▸ **Aim of the task**
Reproduce the data below in full and to the letter, images excepted.

Stored data entries:
________________________
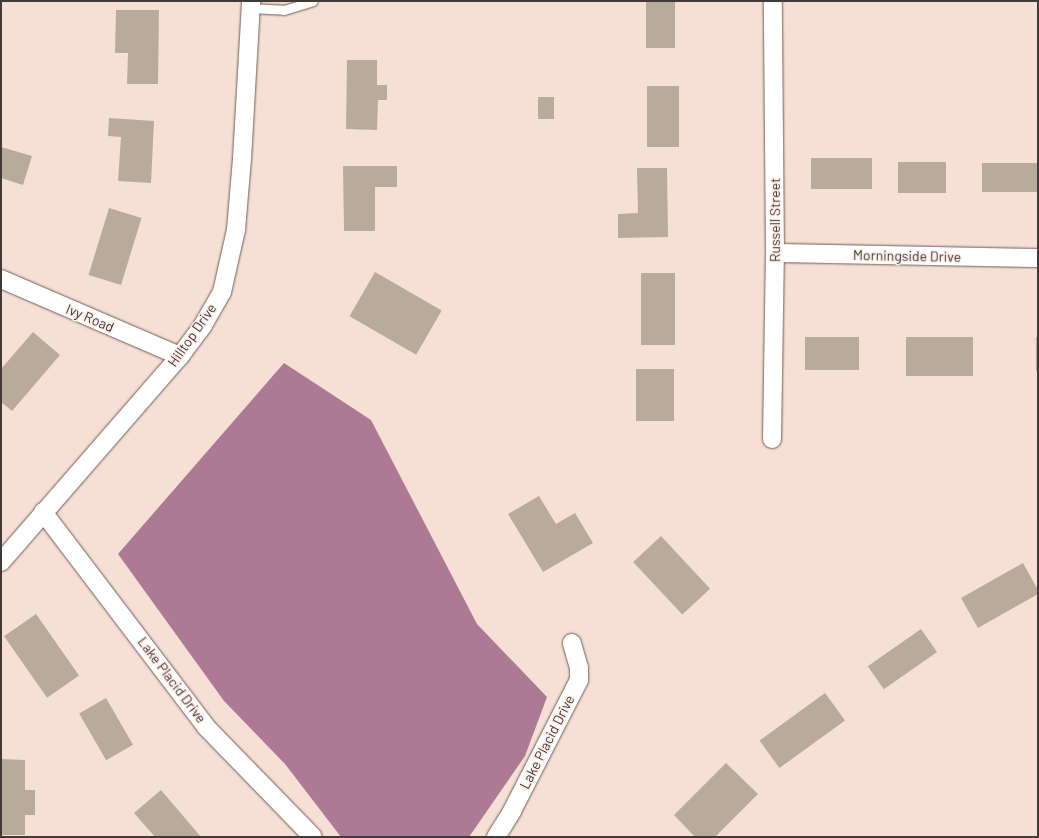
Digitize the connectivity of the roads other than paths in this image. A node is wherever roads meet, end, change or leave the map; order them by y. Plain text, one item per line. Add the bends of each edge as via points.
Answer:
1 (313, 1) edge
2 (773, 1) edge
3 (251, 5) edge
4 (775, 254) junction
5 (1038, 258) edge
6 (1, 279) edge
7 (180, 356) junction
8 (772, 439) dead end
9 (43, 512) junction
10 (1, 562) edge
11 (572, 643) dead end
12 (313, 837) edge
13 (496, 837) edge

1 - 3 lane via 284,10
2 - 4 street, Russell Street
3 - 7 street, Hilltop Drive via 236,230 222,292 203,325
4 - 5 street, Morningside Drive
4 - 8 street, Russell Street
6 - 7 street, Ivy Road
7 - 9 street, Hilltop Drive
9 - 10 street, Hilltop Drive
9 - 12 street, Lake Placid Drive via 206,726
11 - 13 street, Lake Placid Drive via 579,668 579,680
________________________
▸ **Written solution**
Digitize the connectivity of the roads other than paths in this image. A node is wherever roads meet, end, change or leave the map; order them by y. Plain text, one item per line. Add the bends of each edge as via points.
Answer:
1 (313, 1) edge
2 (773, 1) edge
3 (251, 5) edge
4 (775, 254) junction
5 (1038, 258) edge
6 (1, 279) edge
7 (180, 356) junction
8 (772, 439) dead end
9 (43, 512) junction
10 (1, 562) edge
11 (572, 643) dead end
12 (313, 837) edge
13 (496, 837) edge

1 - 3 lane via 284,10
2 - 4 street, Russell Street
3 - 7 street, Hilltop Drive via 236,230 222,292 203,325
4 - 5 street, Morningside Drive
4 - 8 street, Russell Street
6 - 7 street, Ivy Road
7 - 9 street, Hilltop Drive
9 - 10 street, Hilltop Drive
9 - 12 street, Lake Placid Drive via 206,726
11 - 13 street, Lake Placid Drive via 579,668 579,680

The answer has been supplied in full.